— EXERCISE DIRECTIONS —
Where a line of the material includes the string "road", copy that line.
(RECORDS)
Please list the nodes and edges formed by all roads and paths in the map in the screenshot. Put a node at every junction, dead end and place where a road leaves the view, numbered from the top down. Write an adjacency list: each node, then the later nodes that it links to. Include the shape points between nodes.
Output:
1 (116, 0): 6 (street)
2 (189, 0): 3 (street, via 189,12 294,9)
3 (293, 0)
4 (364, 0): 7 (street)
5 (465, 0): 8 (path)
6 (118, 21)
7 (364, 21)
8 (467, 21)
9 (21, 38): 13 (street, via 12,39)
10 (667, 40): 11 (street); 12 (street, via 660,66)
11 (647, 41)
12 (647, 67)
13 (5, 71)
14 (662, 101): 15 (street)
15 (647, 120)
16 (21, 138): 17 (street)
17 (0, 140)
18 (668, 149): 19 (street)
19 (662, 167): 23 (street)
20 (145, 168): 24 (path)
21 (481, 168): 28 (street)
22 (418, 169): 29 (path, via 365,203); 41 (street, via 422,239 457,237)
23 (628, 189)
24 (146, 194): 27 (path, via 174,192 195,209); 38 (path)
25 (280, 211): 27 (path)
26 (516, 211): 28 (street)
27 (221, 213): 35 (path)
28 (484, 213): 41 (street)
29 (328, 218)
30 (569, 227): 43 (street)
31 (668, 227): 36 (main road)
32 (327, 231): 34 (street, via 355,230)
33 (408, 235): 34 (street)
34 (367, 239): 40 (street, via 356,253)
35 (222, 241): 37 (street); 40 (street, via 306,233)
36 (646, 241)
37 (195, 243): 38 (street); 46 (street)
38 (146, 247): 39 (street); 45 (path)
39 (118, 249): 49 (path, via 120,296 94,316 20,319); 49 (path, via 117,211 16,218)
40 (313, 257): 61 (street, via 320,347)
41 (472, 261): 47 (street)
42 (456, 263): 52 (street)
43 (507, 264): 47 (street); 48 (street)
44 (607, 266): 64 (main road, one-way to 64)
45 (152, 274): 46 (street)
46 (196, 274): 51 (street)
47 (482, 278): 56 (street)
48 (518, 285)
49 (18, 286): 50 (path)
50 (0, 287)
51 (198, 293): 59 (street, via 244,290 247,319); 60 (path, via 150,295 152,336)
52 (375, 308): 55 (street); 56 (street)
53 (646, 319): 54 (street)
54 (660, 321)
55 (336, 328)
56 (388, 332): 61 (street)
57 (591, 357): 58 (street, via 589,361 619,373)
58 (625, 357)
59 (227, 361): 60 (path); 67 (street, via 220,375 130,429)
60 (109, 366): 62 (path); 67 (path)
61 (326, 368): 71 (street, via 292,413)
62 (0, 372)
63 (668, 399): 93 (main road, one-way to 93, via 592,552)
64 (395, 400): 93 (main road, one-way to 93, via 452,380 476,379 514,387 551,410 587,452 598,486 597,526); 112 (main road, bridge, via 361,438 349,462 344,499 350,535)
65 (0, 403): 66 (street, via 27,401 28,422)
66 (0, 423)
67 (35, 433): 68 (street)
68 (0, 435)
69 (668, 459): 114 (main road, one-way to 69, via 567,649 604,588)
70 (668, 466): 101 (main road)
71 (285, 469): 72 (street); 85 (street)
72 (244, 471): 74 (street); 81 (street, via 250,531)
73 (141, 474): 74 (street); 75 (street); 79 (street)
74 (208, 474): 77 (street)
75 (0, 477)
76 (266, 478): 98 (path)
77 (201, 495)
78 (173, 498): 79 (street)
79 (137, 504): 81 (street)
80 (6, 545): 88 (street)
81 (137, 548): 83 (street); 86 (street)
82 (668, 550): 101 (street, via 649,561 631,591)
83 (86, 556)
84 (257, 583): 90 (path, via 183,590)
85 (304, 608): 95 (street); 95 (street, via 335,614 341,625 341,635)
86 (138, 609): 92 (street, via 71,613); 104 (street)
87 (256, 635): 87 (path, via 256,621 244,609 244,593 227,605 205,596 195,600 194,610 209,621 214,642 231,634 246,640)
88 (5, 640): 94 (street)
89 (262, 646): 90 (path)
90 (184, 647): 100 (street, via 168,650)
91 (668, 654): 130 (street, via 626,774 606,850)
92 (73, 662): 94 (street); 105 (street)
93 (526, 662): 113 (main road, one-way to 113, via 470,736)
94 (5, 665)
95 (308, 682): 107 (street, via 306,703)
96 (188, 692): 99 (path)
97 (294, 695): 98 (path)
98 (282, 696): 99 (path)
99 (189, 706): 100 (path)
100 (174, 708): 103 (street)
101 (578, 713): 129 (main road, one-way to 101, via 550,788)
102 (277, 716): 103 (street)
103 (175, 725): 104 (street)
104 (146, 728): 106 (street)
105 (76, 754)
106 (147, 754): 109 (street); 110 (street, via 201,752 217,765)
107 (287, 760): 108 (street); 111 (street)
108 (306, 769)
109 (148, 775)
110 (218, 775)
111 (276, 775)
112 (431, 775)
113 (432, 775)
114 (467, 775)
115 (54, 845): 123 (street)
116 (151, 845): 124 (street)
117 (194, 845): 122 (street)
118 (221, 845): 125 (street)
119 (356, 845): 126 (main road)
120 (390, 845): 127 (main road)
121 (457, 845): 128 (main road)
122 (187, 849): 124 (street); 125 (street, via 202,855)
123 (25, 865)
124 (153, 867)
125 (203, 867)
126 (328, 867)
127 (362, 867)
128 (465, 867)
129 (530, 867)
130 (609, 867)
(End RECORDS)
— TASK RESULT —
Please list the nodes and edges formed by all roads and paths in the map in the screenshot. Put a node at every junction, dead end and place where a road leaves the view, numbered from the top down. Write an adjacency list: each node, then the later nodes that it links to. Include the shape points between nodes.
31 (668, 227): 36 (main road)
44 (607, 266): 64 (main road, one-way to 64)
63 (668, 399): 93 (main road, one-way to 93, via 592,552)
64 (395, 400): 93 (main road, one-way to 93, via 452,380 476,379 514,387 551,410 587,452 598,486 597,526); 112 (main road, bridge, via 361,438 349,462 344,499 350,535)
69 (668, 459): 114 (main road, one-way to 69, via 567,649 604,588)
70 (668, 466): 101 (main road)
93 (526, 662): 113 (main road, one-way to 113, via 470,736)
101 (578, 713): 129 (main road, one-way to 101, via 550,788)
119 (356, 845): 126 (main road)
120 (390, 845): 127 (main road)
121 (457, 845): 128 (main road)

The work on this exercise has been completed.